Bu tür sorunları çözmek için kanunlarımız yeterli aslında.

Polis Vazife ve Salahiyet Kanunu’nun 14 üncü maddesinde, "şehir ve kasabalarda gerek mesken içinde ve gerek dışında saat 24.00’ten sonra her ne suretle olursa olsun civar halkının rahat ve huzurunu bozacak surette gürültü yapanların polisçe men olunacağı, bu yasağı dinlemeyenler hakkında Ceza Kanunu’nun 546 ncı maddesine göre takibat yapılacağı" belirtiliyor. Aynı görev, başka bir yönetmelikle Jandarmaya da verilmiş.

Kabahatler Kanunu’nun 36'ncı maddesinde; başkalarının huzur ve sükununu bozacak şekilde gürültüye sebep olan kişiye veya işletme sahibine idari para cezası verileceği, idari para cezasına kolluk veya belediye zabıta görevlilerince karar verileceği yazılı.

Büyükşehir Belediyeleri Kanunu ve Belediye Kanunu da bu konuda, bu kurumlara düşen görevleri tanımlıyor.

Kanun ve yönetmeliklerin kamu görevlilerine bu kadar açık olarak verdiği görevlerin yerine getirilmemesinin ne sebebi olabilir?

Ben söyleyeyim:

1 – Kamu yöneticisi işinin gereklerini yerine getirmeyen, yetersiz bir kişidir. Maaşını alıp, emeklilik yaşının gelmesini bekliyordur.

2 – Kamu yöneticisinin emrindeki kamu görevlileri, yöneticilerini deyim yerindeyse sallamıyordur.

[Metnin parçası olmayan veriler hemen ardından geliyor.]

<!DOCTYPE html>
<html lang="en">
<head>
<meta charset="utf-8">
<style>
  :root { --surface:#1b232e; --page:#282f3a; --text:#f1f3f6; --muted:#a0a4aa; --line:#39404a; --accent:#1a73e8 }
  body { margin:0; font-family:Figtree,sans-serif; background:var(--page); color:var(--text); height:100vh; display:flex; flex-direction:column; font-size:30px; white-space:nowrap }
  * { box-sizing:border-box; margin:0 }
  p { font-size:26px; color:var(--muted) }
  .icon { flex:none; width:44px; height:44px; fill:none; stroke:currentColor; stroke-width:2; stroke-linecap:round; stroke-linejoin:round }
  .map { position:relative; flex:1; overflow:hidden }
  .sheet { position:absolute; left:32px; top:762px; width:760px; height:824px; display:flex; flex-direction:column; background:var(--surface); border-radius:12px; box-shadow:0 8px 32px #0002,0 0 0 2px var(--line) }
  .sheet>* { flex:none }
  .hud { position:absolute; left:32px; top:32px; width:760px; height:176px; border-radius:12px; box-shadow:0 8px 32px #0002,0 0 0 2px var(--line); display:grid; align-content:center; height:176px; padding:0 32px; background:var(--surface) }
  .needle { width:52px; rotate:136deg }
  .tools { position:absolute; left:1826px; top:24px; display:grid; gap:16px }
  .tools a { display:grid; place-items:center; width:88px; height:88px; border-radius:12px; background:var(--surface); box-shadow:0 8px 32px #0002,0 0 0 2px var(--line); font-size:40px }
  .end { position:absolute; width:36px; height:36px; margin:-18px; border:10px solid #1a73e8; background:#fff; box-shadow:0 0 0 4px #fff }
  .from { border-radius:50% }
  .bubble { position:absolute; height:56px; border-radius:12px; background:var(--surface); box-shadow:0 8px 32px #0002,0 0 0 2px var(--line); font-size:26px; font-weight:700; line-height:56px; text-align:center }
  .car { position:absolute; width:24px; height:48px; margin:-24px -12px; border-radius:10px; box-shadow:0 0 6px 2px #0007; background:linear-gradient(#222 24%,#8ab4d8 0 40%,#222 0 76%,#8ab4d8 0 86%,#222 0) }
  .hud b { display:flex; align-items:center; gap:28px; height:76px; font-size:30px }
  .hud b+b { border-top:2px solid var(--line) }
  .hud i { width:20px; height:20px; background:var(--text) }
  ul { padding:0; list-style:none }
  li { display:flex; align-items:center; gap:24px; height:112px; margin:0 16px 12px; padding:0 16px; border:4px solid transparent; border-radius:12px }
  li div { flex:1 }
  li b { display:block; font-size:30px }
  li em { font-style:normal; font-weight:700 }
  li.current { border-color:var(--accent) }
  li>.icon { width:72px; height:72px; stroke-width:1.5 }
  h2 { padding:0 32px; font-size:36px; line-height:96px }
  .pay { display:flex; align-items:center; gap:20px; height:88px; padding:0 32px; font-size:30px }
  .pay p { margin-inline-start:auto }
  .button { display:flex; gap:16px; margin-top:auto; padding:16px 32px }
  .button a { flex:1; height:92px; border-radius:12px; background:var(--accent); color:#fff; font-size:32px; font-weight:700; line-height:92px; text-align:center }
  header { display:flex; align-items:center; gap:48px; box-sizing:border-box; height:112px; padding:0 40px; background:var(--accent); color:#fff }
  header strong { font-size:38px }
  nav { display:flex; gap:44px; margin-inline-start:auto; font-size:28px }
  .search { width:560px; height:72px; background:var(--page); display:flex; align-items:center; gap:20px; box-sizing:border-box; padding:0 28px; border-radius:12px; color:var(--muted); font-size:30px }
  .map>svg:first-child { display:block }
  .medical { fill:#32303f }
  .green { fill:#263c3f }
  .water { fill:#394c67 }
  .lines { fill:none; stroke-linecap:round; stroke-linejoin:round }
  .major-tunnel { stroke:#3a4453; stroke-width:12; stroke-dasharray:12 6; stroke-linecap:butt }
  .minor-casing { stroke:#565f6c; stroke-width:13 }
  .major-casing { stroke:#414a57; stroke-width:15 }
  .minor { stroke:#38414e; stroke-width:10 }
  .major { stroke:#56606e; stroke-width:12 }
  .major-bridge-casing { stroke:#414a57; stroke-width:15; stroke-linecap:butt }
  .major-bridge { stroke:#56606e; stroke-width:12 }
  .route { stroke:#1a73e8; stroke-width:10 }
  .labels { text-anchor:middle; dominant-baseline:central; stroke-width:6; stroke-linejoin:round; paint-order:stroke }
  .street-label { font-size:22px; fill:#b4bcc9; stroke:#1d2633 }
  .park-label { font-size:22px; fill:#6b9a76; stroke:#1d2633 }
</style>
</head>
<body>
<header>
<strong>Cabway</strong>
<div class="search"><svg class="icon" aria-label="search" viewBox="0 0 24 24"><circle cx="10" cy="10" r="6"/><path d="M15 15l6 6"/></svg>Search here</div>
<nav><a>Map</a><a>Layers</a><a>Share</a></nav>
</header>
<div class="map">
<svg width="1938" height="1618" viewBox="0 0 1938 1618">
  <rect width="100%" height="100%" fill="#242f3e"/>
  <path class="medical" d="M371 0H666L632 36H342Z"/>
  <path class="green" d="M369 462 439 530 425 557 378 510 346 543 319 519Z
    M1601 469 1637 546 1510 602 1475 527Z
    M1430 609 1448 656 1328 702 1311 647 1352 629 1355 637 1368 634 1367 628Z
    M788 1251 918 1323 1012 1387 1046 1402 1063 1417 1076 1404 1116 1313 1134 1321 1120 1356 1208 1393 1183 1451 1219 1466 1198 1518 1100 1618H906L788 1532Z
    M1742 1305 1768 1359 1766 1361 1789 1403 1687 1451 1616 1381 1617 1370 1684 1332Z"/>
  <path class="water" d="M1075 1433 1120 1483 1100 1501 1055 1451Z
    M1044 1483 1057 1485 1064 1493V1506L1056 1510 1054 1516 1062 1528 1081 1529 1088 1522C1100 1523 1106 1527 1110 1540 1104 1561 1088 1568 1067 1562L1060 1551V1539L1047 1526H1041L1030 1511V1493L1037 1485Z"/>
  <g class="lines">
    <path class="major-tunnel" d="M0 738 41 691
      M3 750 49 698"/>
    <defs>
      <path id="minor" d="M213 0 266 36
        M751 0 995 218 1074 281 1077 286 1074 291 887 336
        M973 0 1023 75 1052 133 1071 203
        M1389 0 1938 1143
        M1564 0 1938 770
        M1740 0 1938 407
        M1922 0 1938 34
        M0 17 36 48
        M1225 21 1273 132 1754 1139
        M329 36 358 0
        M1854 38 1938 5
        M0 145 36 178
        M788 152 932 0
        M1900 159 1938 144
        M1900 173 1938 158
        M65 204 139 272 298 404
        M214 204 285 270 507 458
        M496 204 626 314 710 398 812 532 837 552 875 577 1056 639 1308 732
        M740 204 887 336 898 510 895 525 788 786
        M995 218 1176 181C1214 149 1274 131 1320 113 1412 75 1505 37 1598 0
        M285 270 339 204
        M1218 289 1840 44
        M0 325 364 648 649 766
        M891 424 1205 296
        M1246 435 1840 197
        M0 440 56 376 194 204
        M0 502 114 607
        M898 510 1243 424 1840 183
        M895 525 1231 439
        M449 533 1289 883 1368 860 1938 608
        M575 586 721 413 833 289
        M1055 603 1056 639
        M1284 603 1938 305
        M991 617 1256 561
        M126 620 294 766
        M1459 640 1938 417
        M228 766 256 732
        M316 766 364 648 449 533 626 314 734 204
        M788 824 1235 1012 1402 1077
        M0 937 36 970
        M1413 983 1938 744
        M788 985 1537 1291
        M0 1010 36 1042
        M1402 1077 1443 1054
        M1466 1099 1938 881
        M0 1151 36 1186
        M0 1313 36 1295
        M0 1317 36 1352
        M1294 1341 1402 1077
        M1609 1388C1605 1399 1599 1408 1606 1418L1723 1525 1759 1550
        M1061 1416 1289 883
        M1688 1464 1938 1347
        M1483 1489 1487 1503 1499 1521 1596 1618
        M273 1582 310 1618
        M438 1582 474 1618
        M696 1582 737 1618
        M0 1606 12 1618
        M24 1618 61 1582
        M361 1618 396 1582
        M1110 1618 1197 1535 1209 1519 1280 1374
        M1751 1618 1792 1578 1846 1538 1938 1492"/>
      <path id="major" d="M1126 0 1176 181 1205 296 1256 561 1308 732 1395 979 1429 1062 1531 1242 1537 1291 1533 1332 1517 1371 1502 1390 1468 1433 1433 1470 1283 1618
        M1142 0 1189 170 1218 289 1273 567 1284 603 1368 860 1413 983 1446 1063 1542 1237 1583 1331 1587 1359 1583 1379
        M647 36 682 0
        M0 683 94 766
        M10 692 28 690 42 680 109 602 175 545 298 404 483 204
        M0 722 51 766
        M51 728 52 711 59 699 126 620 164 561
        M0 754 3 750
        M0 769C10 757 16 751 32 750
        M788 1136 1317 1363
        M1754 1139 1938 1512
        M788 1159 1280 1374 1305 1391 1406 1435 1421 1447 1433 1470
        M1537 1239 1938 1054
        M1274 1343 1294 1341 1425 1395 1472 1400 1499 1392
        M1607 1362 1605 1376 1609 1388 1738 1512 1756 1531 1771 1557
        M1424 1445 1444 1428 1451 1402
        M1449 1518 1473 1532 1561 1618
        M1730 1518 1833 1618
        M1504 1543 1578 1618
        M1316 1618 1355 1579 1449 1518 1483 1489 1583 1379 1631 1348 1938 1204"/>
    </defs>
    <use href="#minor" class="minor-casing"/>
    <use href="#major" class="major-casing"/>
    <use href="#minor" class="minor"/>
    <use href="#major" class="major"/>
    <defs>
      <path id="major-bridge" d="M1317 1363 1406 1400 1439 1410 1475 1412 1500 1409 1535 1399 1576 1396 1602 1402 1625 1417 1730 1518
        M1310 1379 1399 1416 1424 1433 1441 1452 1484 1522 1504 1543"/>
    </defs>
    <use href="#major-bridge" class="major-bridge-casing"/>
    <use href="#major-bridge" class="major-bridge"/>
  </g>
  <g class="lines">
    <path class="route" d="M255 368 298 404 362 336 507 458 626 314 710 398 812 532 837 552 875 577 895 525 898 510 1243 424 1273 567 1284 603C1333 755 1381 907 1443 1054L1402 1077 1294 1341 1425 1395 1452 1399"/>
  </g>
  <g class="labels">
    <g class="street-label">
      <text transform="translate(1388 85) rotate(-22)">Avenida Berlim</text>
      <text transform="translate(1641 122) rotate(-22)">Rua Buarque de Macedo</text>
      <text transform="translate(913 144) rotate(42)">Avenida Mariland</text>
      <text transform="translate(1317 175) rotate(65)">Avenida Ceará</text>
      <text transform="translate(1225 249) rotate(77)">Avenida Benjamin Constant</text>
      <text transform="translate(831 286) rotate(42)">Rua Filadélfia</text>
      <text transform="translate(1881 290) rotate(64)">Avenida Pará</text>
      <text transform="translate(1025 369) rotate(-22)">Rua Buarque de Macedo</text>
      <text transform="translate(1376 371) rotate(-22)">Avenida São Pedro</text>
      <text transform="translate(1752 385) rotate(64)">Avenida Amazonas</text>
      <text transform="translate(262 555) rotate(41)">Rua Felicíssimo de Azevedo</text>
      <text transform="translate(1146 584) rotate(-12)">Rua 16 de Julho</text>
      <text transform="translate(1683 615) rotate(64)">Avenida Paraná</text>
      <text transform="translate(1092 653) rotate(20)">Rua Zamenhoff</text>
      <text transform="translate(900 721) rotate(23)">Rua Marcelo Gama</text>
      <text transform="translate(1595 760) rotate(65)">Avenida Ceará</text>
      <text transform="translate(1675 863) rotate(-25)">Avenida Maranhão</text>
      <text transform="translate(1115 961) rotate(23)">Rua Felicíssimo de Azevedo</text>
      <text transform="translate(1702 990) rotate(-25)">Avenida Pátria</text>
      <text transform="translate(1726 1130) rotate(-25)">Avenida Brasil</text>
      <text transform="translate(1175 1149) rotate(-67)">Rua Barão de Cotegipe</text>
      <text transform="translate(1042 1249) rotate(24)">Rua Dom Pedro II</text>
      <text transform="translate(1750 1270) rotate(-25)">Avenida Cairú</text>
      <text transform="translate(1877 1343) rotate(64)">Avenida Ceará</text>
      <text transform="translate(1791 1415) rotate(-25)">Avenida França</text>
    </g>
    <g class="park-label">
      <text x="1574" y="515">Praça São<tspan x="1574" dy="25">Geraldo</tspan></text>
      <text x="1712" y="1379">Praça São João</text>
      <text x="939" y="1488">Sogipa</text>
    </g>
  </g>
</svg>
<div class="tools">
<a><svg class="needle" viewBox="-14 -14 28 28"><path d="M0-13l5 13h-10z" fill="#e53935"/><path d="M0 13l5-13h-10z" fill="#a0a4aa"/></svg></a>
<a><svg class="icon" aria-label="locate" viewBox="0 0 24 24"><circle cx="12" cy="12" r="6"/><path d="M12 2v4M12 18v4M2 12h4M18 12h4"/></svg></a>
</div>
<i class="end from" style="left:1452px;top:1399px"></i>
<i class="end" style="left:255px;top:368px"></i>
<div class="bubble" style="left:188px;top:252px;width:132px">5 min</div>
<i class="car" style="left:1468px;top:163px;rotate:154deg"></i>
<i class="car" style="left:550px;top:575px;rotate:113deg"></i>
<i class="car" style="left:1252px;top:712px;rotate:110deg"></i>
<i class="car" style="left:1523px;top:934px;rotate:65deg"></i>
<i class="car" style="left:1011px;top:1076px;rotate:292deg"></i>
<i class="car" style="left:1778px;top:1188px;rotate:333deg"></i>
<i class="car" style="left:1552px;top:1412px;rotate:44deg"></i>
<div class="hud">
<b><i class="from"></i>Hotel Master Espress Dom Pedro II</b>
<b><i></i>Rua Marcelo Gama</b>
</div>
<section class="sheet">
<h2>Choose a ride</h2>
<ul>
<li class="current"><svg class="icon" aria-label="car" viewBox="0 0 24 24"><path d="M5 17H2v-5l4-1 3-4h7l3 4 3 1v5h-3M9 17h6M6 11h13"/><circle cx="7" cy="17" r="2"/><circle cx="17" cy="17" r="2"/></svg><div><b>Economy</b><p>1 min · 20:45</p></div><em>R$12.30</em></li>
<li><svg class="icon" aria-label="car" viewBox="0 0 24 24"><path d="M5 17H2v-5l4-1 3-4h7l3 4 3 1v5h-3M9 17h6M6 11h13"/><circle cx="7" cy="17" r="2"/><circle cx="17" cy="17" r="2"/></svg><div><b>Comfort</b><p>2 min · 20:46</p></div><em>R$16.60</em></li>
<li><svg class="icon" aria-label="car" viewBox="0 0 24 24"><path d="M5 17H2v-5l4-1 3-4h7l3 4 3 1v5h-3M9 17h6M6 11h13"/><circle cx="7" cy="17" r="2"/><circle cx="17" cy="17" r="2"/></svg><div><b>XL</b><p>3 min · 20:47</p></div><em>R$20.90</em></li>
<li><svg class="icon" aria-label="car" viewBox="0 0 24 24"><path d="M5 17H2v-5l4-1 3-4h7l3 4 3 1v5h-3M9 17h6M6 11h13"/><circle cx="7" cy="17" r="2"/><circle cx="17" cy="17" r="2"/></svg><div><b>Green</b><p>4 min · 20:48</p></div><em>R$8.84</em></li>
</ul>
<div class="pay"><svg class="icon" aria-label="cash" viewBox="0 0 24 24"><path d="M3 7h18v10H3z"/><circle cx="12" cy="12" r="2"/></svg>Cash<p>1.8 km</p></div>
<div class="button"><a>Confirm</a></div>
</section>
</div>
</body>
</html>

3 – Kamu görevlileri, görevlerinin gereklerini yerine getirmemek için rüşvet alıyorlardır.

Bu üç ihtimalden biridir söz konusu olan.

Yöneticilerimize bakıyorum Allah için süper adamlar.

İçişleri Bakanı Süleyman Soylu, Çevre Bakanı Murat Kurum, İBB Başkanı Ekrem İmamoğlu ve adını bilmediğim Beşiktaş Belediye Başkanı.

Yani 1. Maddeyi geçiyorum. 2. Maddeyi de geçmeliyiz, çünkü böyle deve dişi gibi yöneticilerin emrindeki memurlar, kendilerine verilen görevleri sallamaya cesaret edemezler.

Geriye kalıyor rüşvet.

Bu konularda önerdiğim şey şu:

Madem rüşvet yüzünden gürültüyü önlemek mümkün olamıyor, o halde bundan asıl cefayı çekenler de pay almalı.

Bebek ahalisine, her hafta zarf içinde bu paylar dağıtılmalı ki adalet sağlanabilsin.

Acaba Süleyman Soylu Bey ya da Murat Kurum Bey, bu paylaştırmayı yapacak komisyonun başına geçmeyi kabul ederler mi?

Bence adil olan bölüşüm: Yüzde 50 Bebek halkına verilmeli, geri kalan yüzde 50 de kamunun payı olmalı.

Kamu idaresi, bu paranın ne kadarını memurlarına dağıtacağına elbette kendisi karar verebilir.

Ne dersiniz?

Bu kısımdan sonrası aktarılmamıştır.